▶ **Exercise material**
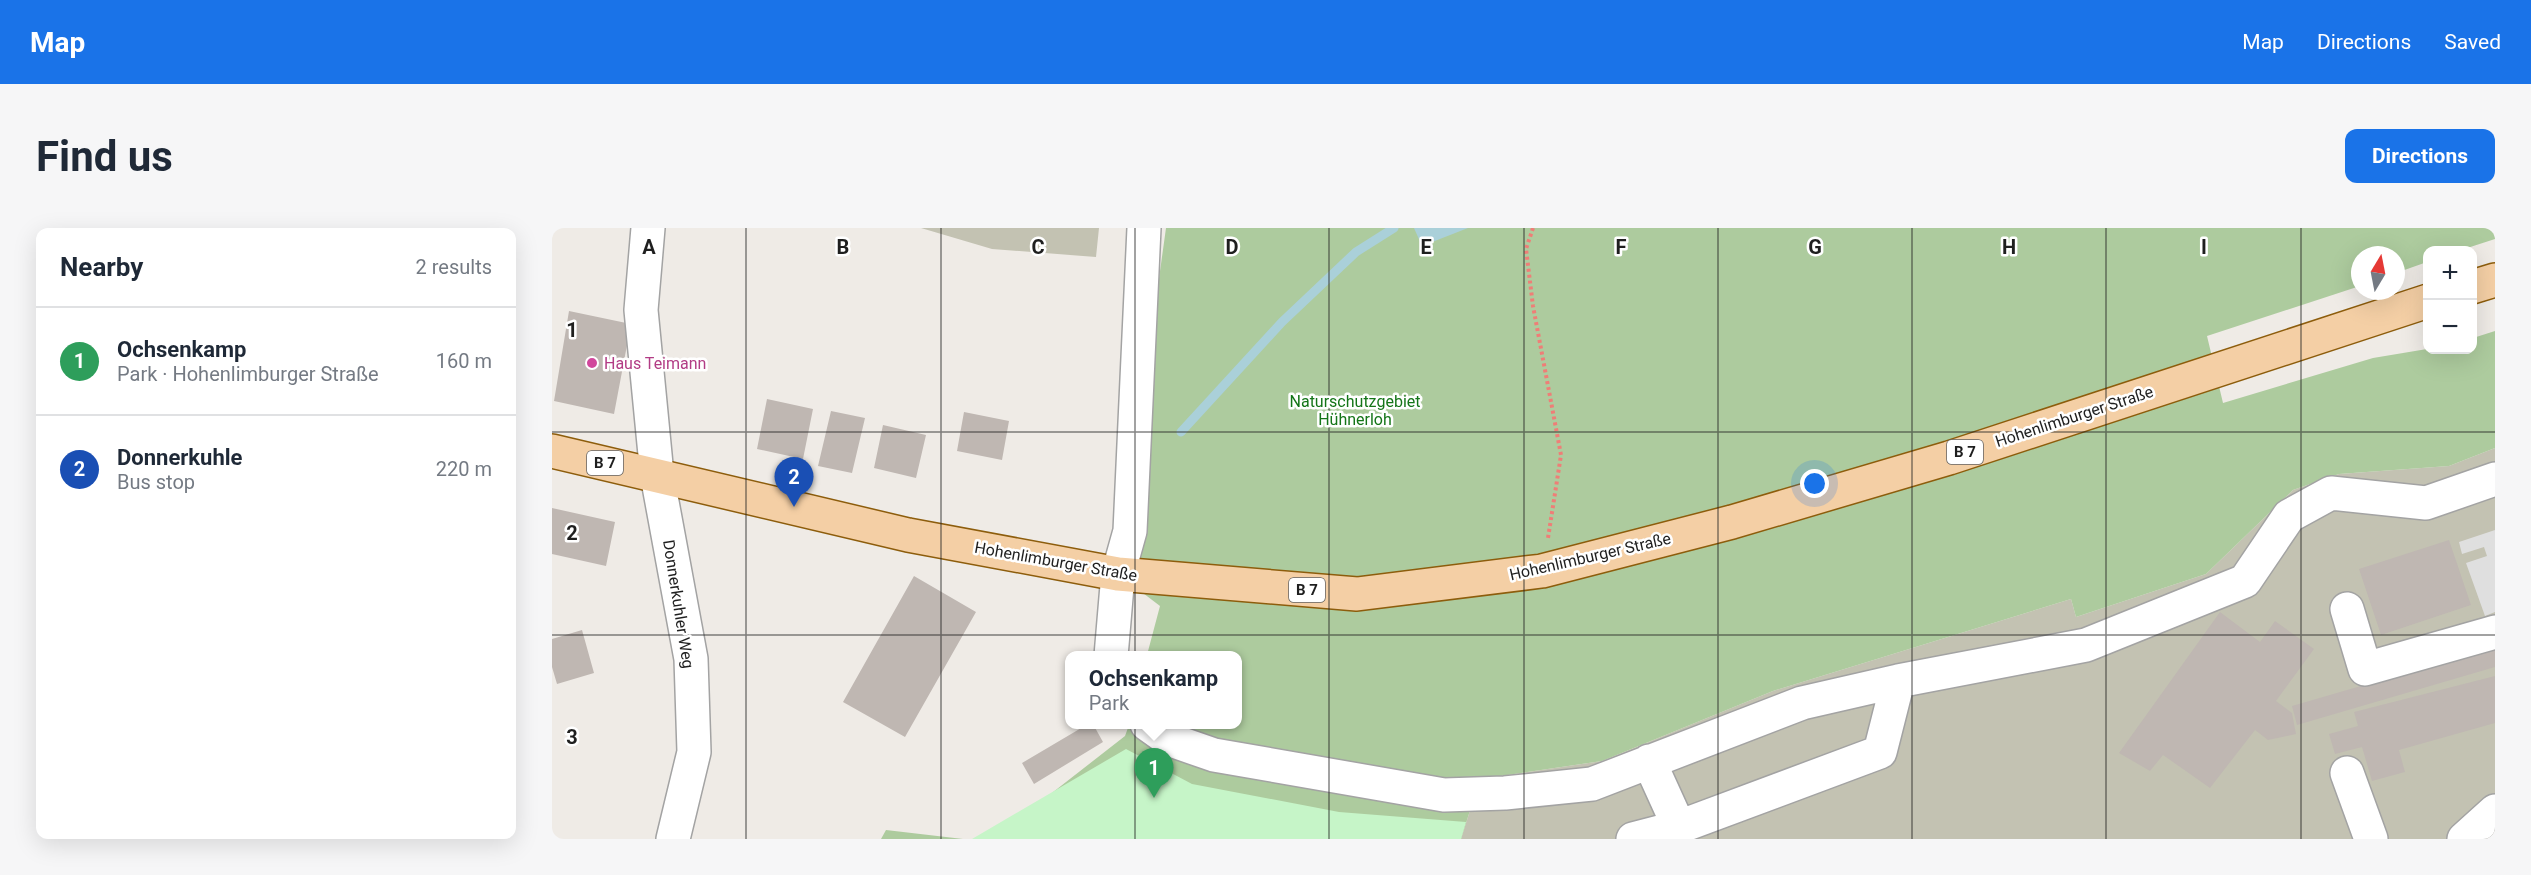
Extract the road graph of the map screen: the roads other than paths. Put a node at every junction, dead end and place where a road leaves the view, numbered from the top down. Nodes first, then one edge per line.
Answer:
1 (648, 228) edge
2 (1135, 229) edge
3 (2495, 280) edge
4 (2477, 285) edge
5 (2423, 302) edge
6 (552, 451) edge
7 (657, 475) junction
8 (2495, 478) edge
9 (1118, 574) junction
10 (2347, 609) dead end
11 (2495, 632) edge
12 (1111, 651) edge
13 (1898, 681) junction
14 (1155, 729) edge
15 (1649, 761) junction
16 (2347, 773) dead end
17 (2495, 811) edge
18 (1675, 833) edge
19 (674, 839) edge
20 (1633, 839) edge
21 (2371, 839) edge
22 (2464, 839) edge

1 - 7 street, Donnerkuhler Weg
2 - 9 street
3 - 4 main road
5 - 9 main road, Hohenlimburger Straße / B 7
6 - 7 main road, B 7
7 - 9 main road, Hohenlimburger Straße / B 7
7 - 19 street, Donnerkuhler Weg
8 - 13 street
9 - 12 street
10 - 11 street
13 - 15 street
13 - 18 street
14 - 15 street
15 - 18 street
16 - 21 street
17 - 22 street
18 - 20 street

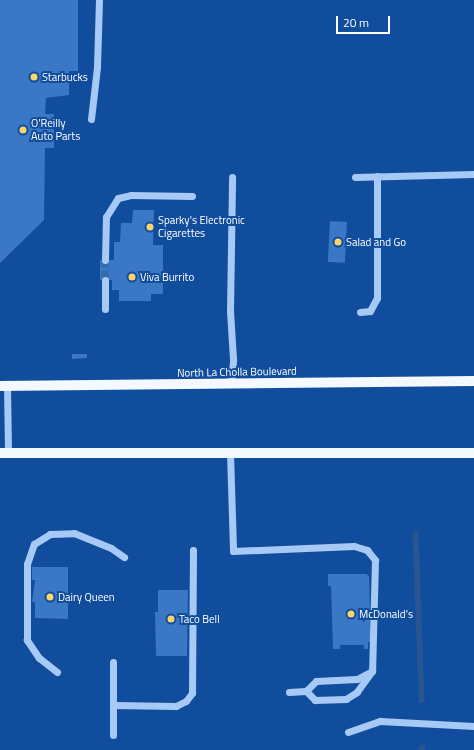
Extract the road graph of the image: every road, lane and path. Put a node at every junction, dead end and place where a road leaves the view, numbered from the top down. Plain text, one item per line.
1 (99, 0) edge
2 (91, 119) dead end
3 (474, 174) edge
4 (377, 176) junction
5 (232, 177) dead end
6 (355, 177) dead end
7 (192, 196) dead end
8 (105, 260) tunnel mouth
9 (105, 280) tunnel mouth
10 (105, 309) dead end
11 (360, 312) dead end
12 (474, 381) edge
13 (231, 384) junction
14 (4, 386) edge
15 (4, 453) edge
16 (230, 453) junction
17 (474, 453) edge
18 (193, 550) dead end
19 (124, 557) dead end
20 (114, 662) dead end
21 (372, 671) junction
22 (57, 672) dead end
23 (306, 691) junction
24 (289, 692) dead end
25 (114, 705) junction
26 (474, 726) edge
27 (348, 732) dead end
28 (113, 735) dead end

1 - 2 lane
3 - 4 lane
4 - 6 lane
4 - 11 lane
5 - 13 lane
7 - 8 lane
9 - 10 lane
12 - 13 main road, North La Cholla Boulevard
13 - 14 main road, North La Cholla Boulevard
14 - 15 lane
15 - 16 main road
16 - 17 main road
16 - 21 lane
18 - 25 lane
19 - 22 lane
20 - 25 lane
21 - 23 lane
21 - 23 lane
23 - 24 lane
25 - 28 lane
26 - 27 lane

▶ **Problem to solve**
Set each line of the records down again exactly as it reads. Omit the pictures.

▶ **Reply**
Extract the road graph of the map screen: the roads other than paths. Put a node at every junction, dead end and place where a road leaves the view, numbered from the top down. Nodes first, then one edge per line.
Answer:
1 (648, 228) edge
2 (1135, 229) edge
3 (2495, 280) edge
4 (2477, 285) edge
5 (2423, 302) edge
6 (552, 451) edge
7 (657, 475) junction
8 (2495, 478) edge
9 (1118, 574) junction
10 (2347, 609) dead end
11 (2495, 632) edge
12 (1111, 651) edge
13 (1898, 681) junction
14 (1155, 729) edge
15 (1649, 761) junction
16 (2347, 773) dead end
17 (2495, 811) edge
18 (1675, 833) edge
19 (674, 839) edge
20 (1633, 839) edge
21 (2371, 839) edge
22 (2464, 839) edge

1 - 7 street, Donnerkuhler Weg
2 - 9 street
3 - 4 main road
5 - 9 main road, Hohenlimburger Straße / B 7
6 - 7 main road, B 7
7 - 9 main road, Hohenlimburger Straße / B 7
7 - 19 street, Donnerkuhler Weg
8 - 13 street
9 - 12 street
10 - 11 street
13 - 15 street
13 - 18 street
14 - 15 street
15 - 18 street
16 - 21 street
17 - 22 street
18 - 20 street

Extract the road graph of the image: every road, lane and path. Put a node at every junction, dead end and place where a road leaves the view, numbered from the top down. Plain text, one item per line.
1 (99, 0) edge
2 (91, 119) dead end
3 (474, 174) edge
4 (377, 176) junction
5 (232, 177) dead end
6 (355, 177) dead end
7 (192, 196) dead end
8 (105, 260) tunnel mouth
9 (105, 280) tunnel mouth
10 (105, 309) dead end
11 (360, 312) dead end
12 (474, 381) edge
13 (231, 384) junction
14 (4, 386) edge
15 (4, 453) edge
16 (230, 453) junction
17 (474, 453) edge
18 (193, 550) dead end
19 (124, 557) dead end
20 (114, 662) dead end
21 (372, 671) junction
22 (57, 672) dead end
23 (306, 691) junction
24 (289, 692) dead end
25 (114, 705) junction
26 (474, 726) edge
27 (348, 732) dead end
28 (113, 735) dead end

1 - 2 lane
3 - 4 lane
4 - 6 lane
4 - 11 lane
5 - 13 lane
7 - 8 lane
9 - 10 lane
12 - 13 main road, North La Cholla Boulevard
13 - 14 main road, North La Cholla Boulevard
14 - 15 lane
15 - 16 main road
16 - 17 main road
16 - 21 lane
18 - 25 lane
19 - 22 lane
20 - 25 lane
21 - 23 lane
21 - 23 lane
23 - 24 lane
25 - 28 lane
26 - 27 lane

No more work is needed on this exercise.